As much as I love using OS X, one of the double-edged swords is that the graphics driver updates are controlled by Apple. On the one hand, that’s a bonus because you have a better idea of what you’re dealing with out in the wild, and people get prompted to update their drivers (as part of the regular OS X auto-update). On the other hand, it’s a pain in the ass because the drivers tend to lag behind those from the GPU manufacturers and therefore have bugs the mainstream ones don’t.
I just recently committed a patch from ‘hellcatv’, one of the more prolific Mac users in our community to deal with a few driver bugs in some of the older Powerbooks, and also some quirks of the recent Intel GMA-based iMacs – stuff like choking on glCompressedTexSubImage2DARB for no good reason (ie, forget uploading part of a DXT-compressed texture, it’s all or nothing). I’m indebted to him for testing on a huge range of Macs that I’d never have access to, without spending a load of cash and filling up my home office with yet more surplus hardware (my wife would not entirely approve of either methinks). One of the remaining problems we’ve had is that the OS X GLSL drivers on the recent NVIDIA-based MacBook Pros suffered from vertex attribute aliasing-associated performance problems that other platforms did not.

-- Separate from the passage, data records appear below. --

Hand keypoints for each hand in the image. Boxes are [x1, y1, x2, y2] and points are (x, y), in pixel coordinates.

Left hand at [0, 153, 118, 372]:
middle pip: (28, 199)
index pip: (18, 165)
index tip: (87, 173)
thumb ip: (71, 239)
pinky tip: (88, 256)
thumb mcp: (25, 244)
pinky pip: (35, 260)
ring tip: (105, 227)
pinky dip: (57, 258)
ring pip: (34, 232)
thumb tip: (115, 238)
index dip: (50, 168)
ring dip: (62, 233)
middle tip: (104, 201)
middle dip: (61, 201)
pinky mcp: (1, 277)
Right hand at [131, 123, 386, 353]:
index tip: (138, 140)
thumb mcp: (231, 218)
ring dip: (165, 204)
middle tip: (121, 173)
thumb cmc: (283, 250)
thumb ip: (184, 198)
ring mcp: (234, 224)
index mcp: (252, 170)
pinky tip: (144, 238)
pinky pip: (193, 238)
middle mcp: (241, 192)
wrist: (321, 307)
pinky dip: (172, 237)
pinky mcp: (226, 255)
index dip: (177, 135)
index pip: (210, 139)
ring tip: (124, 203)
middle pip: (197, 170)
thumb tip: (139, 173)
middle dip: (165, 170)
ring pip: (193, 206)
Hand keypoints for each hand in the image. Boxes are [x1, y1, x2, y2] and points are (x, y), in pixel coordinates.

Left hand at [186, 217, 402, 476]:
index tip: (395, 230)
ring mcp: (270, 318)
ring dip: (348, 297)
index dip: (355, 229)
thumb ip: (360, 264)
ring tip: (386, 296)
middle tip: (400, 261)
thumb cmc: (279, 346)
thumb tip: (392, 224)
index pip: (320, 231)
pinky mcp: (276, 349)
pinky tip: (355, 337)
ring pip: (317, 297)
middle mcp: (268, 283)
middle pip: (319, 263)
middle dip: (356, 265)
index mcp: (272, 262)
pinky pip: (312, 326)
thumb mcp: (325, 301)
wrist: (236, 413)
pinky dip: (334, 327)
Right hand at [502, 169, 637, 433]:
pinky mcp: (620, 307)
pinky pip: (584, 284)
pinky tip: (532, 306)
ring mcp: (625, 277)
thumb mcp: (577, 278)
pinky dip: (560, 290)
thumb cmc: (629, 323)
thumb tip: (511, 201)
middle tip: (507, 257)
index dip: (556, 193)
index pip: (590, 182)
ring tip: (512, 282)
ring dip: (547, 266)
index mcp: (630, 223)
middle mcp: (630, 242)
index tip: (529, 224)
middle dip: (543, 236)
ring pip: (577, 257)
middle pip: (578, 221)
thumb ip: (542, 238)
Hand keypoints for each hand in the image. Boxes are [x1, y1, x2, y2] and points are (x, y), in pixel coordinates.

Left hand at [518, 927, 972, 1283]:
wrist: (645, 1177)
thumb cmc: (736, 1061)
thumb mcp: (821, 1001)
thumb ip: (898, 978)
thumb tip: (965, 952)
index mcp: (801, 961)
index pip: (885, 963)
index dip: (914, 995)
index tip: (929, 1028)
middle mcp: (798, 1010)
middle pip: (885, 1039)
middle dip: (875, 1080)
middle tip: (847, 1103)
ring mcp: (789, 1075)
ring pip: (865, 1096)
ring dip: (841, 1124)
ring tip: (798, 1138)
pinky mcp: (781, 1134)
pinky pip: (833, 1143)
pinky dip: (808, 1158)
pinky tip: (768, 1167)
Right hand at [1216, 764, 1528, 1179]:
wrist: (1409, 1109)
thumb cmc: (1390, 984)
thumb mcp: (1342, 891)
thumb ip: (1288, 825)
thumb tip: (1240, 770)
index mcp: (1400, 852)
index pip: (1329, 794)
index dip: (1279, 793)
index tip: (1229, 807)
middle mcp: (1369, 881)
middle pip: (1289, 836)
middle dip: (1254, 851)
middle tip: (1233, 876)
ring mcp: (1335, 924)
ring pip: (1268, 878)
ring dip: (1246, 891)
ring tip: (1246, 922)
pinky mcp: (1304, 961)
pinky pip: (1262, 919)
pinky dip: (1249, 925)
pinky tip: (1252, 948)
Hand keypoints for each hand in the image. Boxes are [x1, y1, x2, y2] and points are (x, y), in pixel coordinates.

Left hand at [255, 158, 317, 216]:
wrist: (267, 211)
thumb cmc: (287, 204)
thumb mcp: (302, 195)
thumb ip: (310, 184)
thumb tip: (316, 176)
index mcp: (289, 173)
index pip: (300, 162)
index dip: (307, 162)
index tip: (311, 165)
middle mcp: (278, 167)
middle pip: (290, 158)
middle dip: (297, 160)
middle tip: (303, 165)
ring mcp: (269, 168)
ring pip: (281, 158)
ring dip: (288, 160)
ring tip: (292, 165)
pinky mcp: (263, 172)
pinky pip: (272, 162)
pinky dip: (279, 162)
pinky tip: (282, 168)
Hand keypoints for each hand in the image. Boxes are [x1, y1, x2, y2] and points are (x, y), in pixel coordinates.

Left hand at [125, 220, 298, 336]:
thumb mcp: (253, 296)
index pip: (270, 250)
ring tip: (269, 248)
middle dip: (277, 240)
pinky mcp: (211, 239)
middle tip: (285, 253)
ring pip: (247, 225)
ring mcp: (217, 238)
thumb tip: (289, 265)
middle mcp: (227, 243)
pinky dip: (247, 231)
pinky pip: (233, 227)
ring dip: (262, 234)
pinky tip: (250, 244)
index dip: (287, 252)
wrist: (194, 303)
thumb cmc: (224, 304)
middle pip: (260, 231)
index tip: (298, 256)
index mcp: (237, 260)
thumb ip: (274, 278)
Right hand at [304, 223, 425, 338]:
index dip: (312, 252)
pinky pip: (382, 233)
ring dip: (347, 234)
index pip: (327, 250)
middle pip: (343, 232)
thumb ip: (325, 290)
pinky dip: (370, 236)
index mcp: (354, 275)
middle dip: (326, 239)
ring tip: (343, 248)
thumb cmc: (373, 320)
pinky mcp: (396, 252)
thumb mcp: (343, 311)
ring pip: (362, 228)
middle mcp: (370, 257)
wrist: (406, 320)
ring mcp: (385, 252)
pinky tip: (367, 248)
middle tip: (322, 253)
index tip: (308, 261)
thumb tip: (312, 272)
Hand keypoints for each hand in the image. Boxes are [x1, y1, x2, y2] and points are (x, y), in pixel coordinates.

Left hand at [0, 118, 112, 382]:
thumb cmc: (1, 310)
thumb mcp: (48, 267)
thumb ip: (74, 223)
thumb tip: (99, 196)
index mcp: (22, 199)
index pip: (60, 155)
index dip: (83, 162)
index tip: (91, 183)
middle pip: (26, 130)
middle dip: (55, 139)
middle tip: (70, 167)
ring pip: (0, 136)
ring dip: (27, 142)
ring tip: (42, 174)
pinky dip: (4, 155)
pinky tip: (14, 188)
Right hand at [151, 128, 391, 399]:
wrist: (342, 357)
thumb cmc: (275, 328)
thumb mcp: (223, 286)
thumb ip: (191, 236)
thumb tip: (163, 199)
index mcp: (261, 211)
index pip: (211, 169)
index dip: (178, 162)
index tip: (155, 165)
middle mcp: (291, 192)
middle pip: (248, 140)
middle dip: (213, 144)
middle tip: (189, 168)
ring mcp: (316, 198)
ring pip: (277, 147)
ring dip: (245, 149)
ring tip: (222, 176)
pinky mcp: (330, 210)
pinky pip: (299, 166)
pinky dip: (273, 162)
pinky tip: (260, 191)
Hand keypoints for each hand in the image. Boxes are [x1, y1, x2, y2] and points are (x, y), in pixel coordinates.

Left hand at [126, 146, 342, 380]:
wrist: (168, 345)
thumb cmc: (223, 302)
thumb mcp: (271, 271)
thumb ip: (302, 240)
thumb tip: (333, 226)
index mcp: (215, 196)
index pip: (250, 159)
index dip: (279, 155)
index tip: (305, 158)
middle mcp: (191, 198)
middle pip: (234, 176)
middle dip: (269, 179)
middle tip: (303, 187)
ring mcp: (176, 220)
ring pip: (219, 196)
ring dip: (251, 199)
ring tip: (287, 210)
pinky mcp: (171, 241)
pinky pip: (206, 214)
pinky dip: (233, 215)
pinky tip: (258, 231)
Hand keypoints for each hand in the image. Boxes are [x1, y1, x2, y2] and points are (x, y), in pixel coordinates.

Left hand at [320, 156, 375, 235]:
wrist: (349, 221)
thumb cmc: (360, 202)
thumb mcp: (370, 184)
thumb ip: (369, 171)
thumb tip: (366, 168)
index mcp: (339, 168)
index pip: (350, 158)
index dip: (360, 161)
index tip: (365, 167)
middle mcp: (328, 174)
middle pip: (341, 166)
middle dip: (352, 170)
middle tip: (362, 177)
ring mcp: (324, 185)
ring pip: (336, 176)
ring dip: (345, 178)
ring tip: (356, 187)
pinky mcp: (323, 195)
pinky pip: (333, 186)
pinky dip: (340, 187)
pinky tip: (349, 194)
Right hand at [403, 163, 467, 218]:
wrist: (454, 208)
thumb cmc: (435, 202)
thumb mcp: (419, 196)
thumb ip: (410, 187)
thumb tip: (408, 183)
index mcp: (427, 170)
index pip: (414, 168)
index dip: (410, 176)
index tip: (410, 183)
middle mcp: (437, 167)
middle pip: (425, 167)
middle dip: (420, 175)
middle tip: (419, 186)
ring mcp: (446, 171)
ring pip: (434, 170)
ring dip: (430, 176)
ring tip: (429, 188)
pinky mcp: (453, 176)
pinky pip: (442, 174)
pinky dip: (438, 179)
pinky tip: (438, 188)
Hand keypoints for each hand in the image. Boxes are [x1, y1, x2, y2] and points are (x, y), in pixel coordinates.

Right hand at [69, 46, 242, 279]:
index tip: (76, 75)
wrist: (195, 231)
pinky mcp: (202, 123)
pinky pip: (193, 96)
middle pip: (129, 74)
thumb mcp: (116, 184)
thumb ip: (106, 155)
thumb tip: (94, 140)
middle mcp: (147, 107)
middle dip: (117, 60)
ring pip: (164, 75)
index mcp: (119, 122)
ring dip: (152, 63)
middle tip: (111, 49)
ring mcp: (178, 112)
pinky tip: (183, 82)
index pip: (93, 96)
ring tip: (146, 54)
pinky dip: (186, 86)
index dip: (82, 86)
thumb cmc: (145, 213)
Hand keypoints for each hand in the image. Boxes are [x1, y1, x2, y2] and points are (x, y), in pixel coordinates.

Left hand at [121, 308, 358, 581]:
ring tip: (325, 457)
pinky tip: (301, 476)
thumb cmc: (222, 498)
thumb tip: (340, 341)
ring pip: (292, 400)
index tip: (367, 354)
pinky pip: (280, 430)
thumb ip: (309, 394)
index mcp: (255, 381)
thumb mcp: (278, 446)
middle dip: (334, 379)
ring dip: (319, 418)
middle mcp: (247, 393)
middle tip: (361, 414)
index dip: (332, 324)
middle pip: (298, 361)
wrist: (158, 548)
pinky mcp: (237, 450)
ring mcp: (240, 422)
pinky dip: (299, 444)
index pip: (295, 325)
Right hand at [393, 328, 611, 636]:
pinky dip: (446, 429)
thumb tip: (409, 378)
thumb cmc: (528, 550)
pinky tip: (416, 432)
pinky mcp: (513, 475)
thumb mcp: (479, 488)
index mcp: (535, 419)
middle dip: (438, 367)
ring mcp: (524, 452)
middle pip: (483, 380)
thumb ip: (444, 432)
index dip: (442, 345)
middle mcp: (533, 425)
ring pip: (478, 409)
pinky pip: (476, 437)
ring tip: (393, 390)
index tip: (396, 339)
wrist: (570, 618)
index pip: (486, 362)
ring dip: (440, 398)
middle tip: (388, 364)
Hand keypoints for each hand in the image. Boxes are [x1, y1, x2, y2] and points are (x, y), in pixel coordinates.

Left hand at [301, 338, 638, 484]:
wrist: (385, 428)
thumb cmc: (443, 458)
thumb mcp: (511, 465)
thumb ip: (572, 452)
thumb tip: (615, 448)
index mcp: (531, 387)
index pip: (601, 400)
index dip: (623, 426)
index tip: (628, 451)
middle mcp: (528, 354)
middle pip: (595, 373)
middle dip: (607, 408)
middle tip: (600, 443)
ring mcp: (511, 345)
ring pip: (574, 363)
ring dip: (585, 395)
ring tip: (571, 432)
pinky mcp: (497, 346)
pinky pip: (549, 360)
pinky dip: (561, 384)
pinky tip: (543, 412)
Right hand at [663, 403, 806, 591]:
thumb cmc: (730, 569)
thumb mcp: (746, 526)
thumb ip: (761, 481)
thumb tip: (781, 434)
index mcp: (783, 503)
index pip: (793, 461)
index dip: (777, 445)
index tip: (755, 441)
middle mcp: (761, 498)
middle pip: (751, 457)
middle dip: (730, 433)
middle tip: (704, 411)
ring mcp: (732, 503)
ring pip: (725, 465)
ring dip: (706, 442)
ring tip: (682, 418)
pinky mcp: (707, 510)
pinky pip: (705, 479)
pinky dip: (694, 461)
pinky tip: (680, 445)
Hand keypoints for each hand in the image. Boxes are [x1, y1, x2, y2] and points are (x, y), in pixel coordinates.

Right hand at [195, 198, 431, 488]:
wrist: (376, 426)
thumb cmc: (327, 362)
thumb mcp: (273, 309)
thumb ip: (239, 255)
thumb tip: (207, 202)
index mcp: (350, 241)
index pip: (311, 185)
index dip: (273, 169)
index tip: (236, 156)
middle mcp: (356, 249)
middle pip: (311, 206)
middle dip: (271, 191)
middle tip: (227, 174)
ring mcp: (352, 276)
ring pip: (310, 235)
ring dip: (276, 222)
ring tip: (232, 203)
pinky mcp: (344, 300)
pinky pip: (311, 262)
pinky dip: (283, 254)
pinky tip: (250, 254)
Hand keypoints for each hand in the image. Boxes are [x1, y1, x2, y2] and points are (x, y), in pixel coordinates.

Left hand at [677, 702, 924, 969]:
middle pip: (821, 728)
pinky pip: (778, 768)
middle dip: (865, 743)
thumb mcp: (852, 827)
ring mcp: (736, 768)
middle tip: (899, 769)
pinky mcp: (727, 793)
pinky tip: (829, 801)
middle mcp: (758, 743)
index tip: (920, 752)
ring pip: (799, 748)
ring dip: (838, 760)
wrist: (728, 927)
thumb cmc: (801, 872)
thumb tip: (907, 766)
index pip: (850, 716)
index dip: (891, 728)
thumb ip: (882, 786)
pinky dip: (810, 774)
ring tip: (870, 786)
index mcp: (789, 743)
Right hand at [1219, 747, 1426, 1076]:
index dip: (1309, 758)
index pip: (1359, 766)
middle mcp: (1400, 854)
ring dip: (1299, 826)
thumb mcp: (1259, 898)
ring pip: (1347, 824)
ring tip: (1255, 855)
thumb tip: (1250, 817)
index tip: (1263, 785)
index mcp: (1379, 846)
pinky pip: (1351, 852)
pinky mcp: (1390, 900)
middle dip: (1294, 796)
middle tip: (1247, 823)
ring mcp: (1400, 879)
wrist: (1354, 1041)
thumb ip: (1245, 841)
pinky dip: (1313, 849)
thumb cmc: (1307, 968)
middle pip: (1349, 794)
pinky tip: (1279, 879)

Now, NVIDIA has always had a fixed set of vertex attribute assignments for the built-ins – gl_Vertex is 0, gl_Normal is 2, etc. If you used gl_Normal in a shader, but also bound a custom attribute (say, skeletal blend weights) to index 2 too, you’d get a performance drop because of the aliasing. That’s fine – so instead, when we used custom attributes, we didn’t fix the indexes we used, we let the linker decide, taking into account what was actually used in the shader. We’d include the attributes in the shader, and then after glLinkProgramARB, we’d ask the program object what indexes it had chosen for the custom attributes, then wire them up that way. The well-behaved drivers (Windows, Linux) on NVIDIA would avoid clashing with any built-in attributes that had been referenced in the shader and we’d have a nice tight list of unique indexes, but on OS X, the driver would stupidly often assign custom attributes to built-in indexes that were in fact being used in the shader. Tsk, bad driver, no treats for you today.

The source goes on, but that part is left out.